Get comfortable with multiple DAW’s
This is especially handy when it comes to collaborating with other artists and musicians. If you’re an FL Studio user, explore the basics of Ableton and Logic and vice versa. This way, you will always be able to contribute to productions (from a distance or at writing camps) in a meaningful way, even if the project is not in your main DAW.
Get creative with instruments
With the amount of VST’s available right now, it’s easy to succumb to getting all your sounds from a software plugin. But there are many ways to get creative with this. One thing I love is live recording instruments, really getting into a studio with live musicians and recording/transforming sounds in a way that matches your project.
Don’t focus on getting shows
Here’s another thing that I did wrong for many years. I tried too hard to score DJ gigs, while my music and my profile weren’t at a point yet where I could actually sell tickets and make a promotor money. Instead, focus on releasing good music and building your profile. If you do that right, the shows will follow.

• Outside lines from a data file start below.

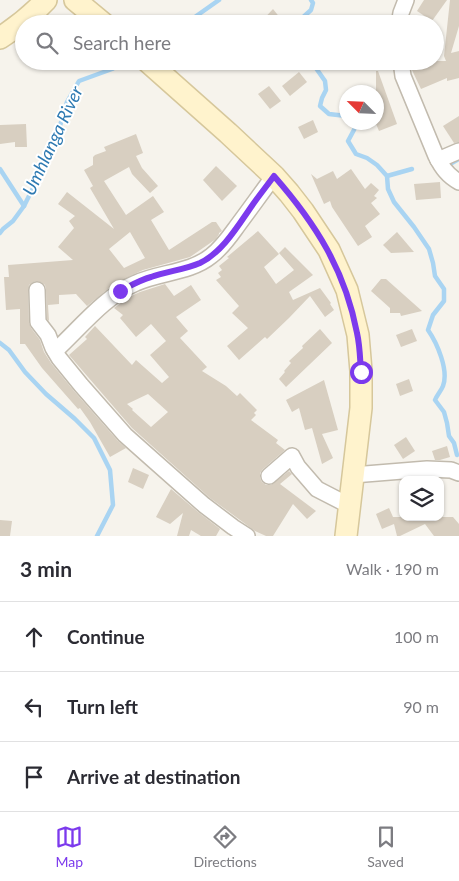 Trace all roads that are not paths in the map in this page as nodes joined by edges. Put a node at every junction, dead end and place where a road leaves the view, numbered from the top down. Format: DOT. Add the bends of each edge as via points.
graph roads {
  1 [pos="46,0"];
  2 [pos="75,0"];
  3 [pos="406,0"];
  4 [pos="30,15"];
  5 [pos="93,15"];
  6 [pos="401,15"];
  7 [pos="15,28"];
  8 [pos="0,38"];
  9 [pos="157,70"];
  10 [pos="402,70"];
  11 [pos="459,152"];
  12 [pos="438,160"];
  13 [pos="274,176"];
  14 [pos="459,182"];
  15 [pos="37,290"];
  16 [pos="55,351"];
  17 [pos="459,473"];
  18 [pos="353,475"];
  19 [pos="269,476"];
  20 [pos="350,506"];
  21 [pos="247,536"];
  22 [pos="346,536"];
  1 -- 4 [label="street"];
  2 -- 5 [label="street"];
  3 -- 6 [label="street"];
  7 -- 8 [label="street"];
  9 -- 13 [label="street"];
  10 -- 12 [label="street"];
  11 -- 12 [label="street"];
  12 -- 14 [label="street" via="448,175"];
  13 -- 16 [label="street" via="211,256 200,263 151,277 120,291"];
  13 -- 18 [label="street" via="304,211 329,250 346,290 358,335 361,408"];
  15 -- 16 [label="street" via="38,322"];
  16 -- 21 [label="street" via="125,435 204,505"];
  17 -- 18 [label="street" via="427,469"];
  18 -- 20 [label="street"];
  19 -- 20 [label="street" via="292,456 317,489"];
  20 -- 22 [label="street"];
} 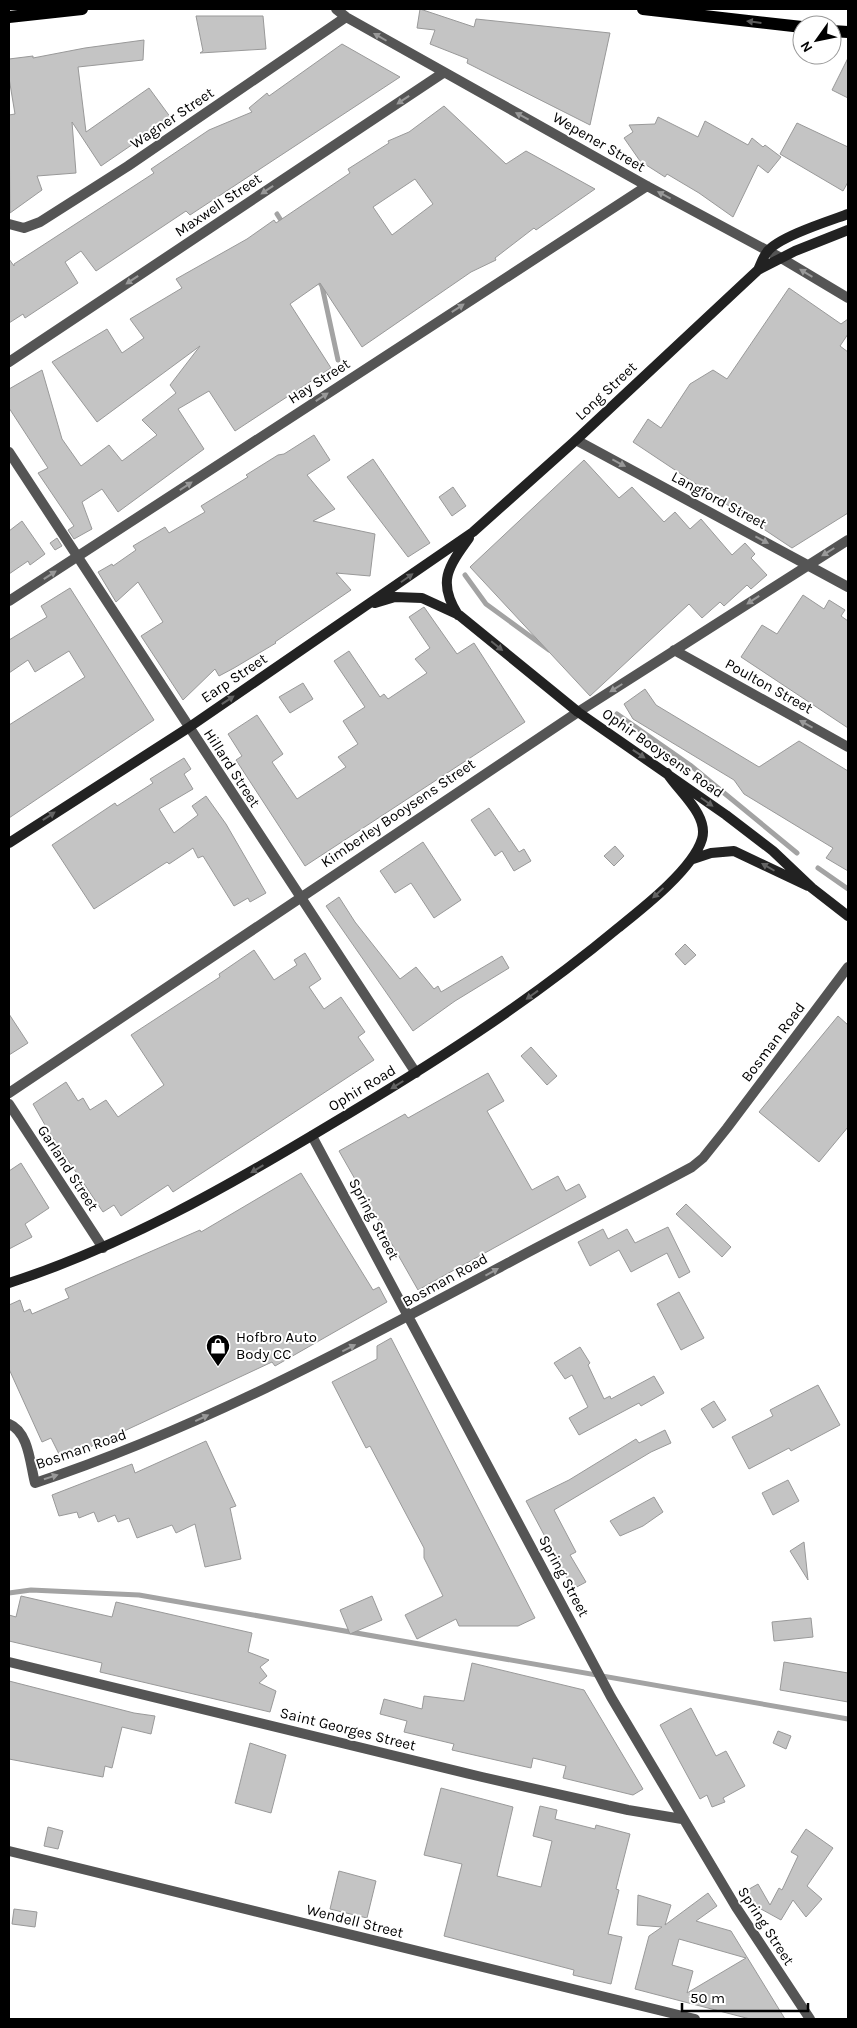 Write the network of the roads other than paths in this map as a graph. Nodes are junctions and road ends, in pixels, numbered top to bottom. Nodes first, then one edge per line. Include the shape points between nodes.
1 (82, 9) edge
2 (336, 9) edge
3 (643, 9) edge
4 (9, 17) edge
5 (346, 17) junction
6 (792, 26) edge
7 (443, 73) junction
8 (646, 186) junction
9 (848, 214) edge
10 (9, 224) edge
11 (848, 230) edge
12 (768, 251) junction
13 (781, 258) junction
14 (758, 270) junction
15 (848, 298) edge
16 (9, 362) edge
17 (576, 440) junction
18 (9, 452) edge
19 (473, 532) junction
20 (848, 540) edge
21 (77, 557) junction
22 (809, 565) junction
23 (848, 587) edge
24 (9, 601) edge
25 (367, 606) junction
26 (459, 616) junction
27 (674, 650) junction
28 (578, 712) junction
29 (188, 728) junction
30 (848, 747) edge
31 (667, 773) junction
32 (9, 843) edge
33 (694, 859) junction
34 (812, 888) junction
35 (299, 897) junction
36 (848, 916) edge
37 (848, 966) edge
38 (416, 1073) junction
39 (9, 1093) edge
40 (9, 1104) edge
41 (312, 1136) junction
42 (103, 1248) junction
43 (9, 1283) edge
44 (409, 1317) junction
45 (9, 1424) edge
46 (9, 1662) edge
47 (682, 1819) junction
48 (9, 1851) edge
49 (695, 2019) edge
50 (810, 2019) edge

1 - 4 main road
2 - 5 street, Wepener Street
6 -> 3 main road
7 -> 5 street, Wepener Street
5 - 10 street, Wagner Street via 136,161 40,222 24,228
8 -> 7 street, Wepener Street
7 -> 16 street, Maxwell Street
12 -> 8 street, Wepener Street
21 -> 8 street, Hay Street
9 - 12 street via 802,232
11 - 13 street, Long Street
12 - 13 street, Wepener Street
12 - 14 street, Long Street
13 - 14 street, Long Street
15 -> 13 street, Wepener Street
14 - 17 street, Long Street
17 - 19 street, Long Street
17 -> 22 street, Langford Street
18 - 21 street, Hillard Street
25 -> 19 street, Earp Street
19 - 26 street via 446,578 447,594
20 -> 22 street, Kimberley Booysens Street
24 -> 21 street, Hay Street
21 - 29 street, Hillard Street
22 - 23 street, Langford Street
22 -> 27 street, Kimberley Booysens Street
25 - 26 street via 395,597 412,597 429,600
29 -> 25 street, Earp Street
26 -> 28 street, Ophir Booysens Road
27 -> 28 street, Kimberley Booysens Street
30 -> 27 street, Poulton Street
28 -> 31 street, Ophir Booysens Road
28 - 35 street, Kimberley Booysens Street
32 -> 29 street, Earp Street
29 - 35 street, Hillard Street
31 - 33 street via 702,823 702,839
31 -> 34 street, Ophir Booysens Road via 773,851
34 -> 33 street via 734,851 711,853
33 -> 38 street, Ophir Road via 639,911 562,974
34 - 36 street, Ophir Booysens Road
35 - 38 street, Hillard Street
35 - 39 street, Kimberley Booysens Street
44 -> 37 street, Bosman Road via 697,1164
38 -> 41 street, Ophir Road
40 - 42 street, Garland Street
41 -> 42 street, Ophir Road via 233,1183
41 - 44 street, Spring Street
42 - 43 street, Ophir Road
45 -> 44 street, Bosman Road via 18,1429 24,1439 35,1483 86,1467 177,1430
44 - 47 street, Spring Street via 611,1697
46 - 47 street, Saint Georges Street via 482,1777
47 - 50 street, Spring Street
48 - 49 street, Wendell Street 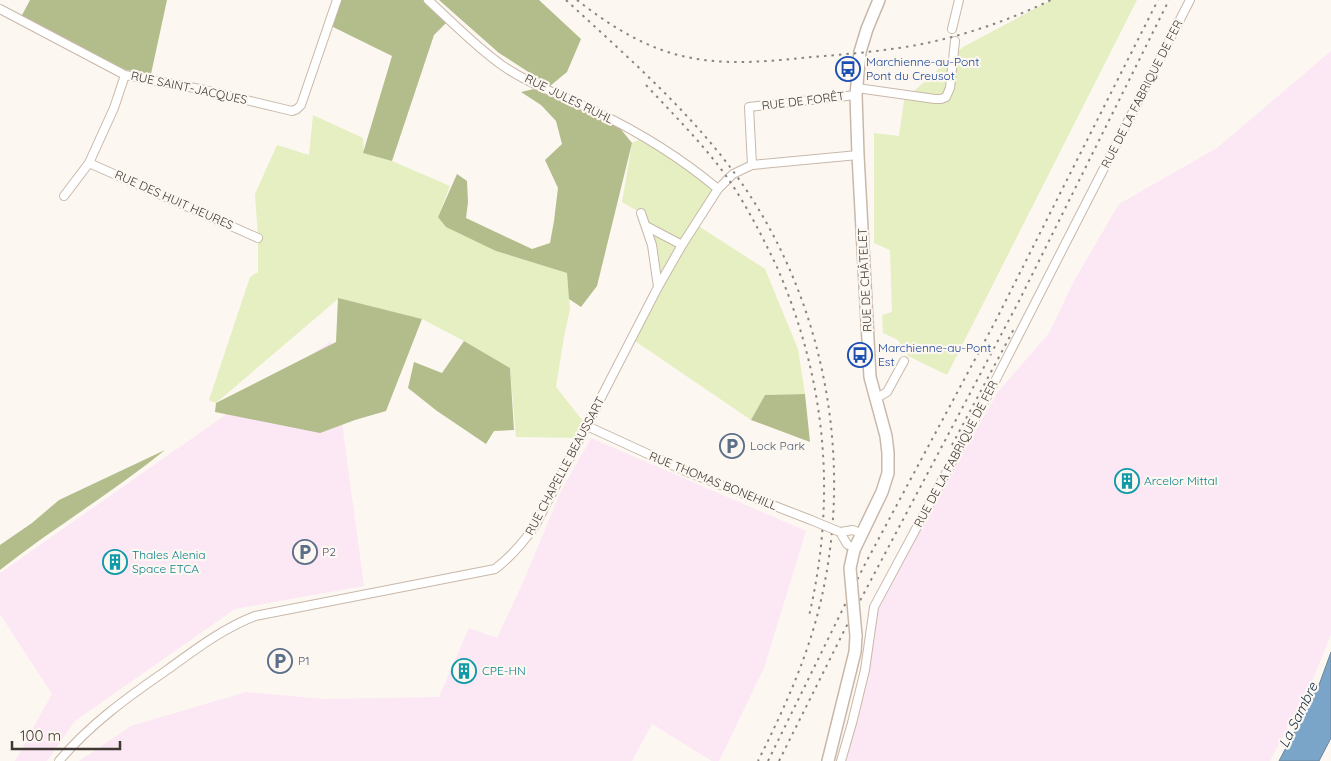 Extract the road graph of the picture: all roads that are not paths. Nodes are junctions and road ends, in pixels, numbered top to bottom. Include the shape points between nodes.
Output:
1 (338, 0) edge
2 (428, 0) edge
3 (960, 0) edge
4 (1190, 0) edge
5 (876, 1) edge
6 (0, 9) edge
7 (952, 29) dead end
8 (955, 40) dead end
9 (125, 75) junction
10 (857, 91) junction
11 (858, 156) junction
12 (89, 163) junction
13 (752, 165) junction
14 (718, 189) junction
15 (64, 196) dead end
16 (641, 213) dead end
17 (646, 226) junction
18 (258, 238) dead end
19 (682, 245) junction
20 (658, 287) junction
21 (904, 361) dead end
22 (876, 399) junction
23 (587, 426) junction
24 (840, 532) junction
25 (862, 534) junction
26 (854, 550) junction
27 (59, 761) edge
28 (828, 761) edge
29 (841, 761) edge

1 - 9 street, RUE SAINT-JACQUES via 301,105 292,111
2 - 14 street, RUE JULES RUHL via 503,66 648,138
3 - 7 street
4 - 29 street, RUE DE LA FABRIQUE DE FER via 990,391 874,607 864,670
5 - 10 main road, RUE DE CHÂTELET via 860,52
6 - 9 street, RUE SAINT-JACQUES
8 - 10 street via 950,88 946,97 935,99
9 - 12 street
10 - 11 main road, RUE DE CHÂTELET
10 - 13 street, RUE DE FORÊT via 749,107
11 - 13 street, RUE CHAPELLE BEAUSSART
11 - 22 main road, RUE DE CHÂTELET via 870,377
12 - 15 street
12 - 18 street, RUE DES HUIT HEURES
13 - 14 street, RUE CHAPELLE BEAUSSART via 733,174
14 - 19 street, RUE CHAPELLE BEAUSSART
16 - 17 street
17 - 19 street
17 - 20 street
19 - 20 street, RUE CHAPELLE BEAUSSART
20 - 23 street, RUE CHAPELLE BEAUSSART
21 - 22 street via 887,392
22 - 25 main road, RUE DE CHÂTELET via 886,436 888,473
23 - 24 street, RUE THOMAS BONEHILL, bridge via 685,471
23 - 27 street, RUE CHAPELLE BEAUSSART via 536,524 510,558 495,569 255,616 237,623 124,700 74,743
24 - 25 street, RUE THOMAS BONEHILL via 854,530
24 - 26 street, RUE THOMAS BONEHILL
25 - 26 main road, RUE DE CHÂTELET
26 - 28 main road, RUE DE CHÂTELET, bridge via 850,568 855,652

Choose your manager wisely
When you’re just starting off as a producer, it’s tempting to accept the first management offer that comes your way, as it feels like a step in the right direction. Before you sign any contracts, it’s always important to ask yourself if you really need a manager at this point – and if you feel like you do, if the one you are signing with can take your career to new levels. In short: do a cost-benefit analysis.
If you’re not making a lot of money with your productions and shows yet, investing your money in the right way is essential. Don’t go and buy all kinds of expensive studio equipment when it’s only going to improve your tracks with 1%. Save that for later. Invest in getting your tracks released and promoted and in yourself and your skills first.
Get a residency (if you want to do shows at all)
Once your profile is at a level where promoters are interested in booking you, try and find a residency in a club or a venue close to home where you can perfect your craft, experiment with your mixing techniques and learn to read different crowds. It might only pay you 100 dollars to play the entire night, but the lessons you’re learning are going to be invaluable for the rest of your career.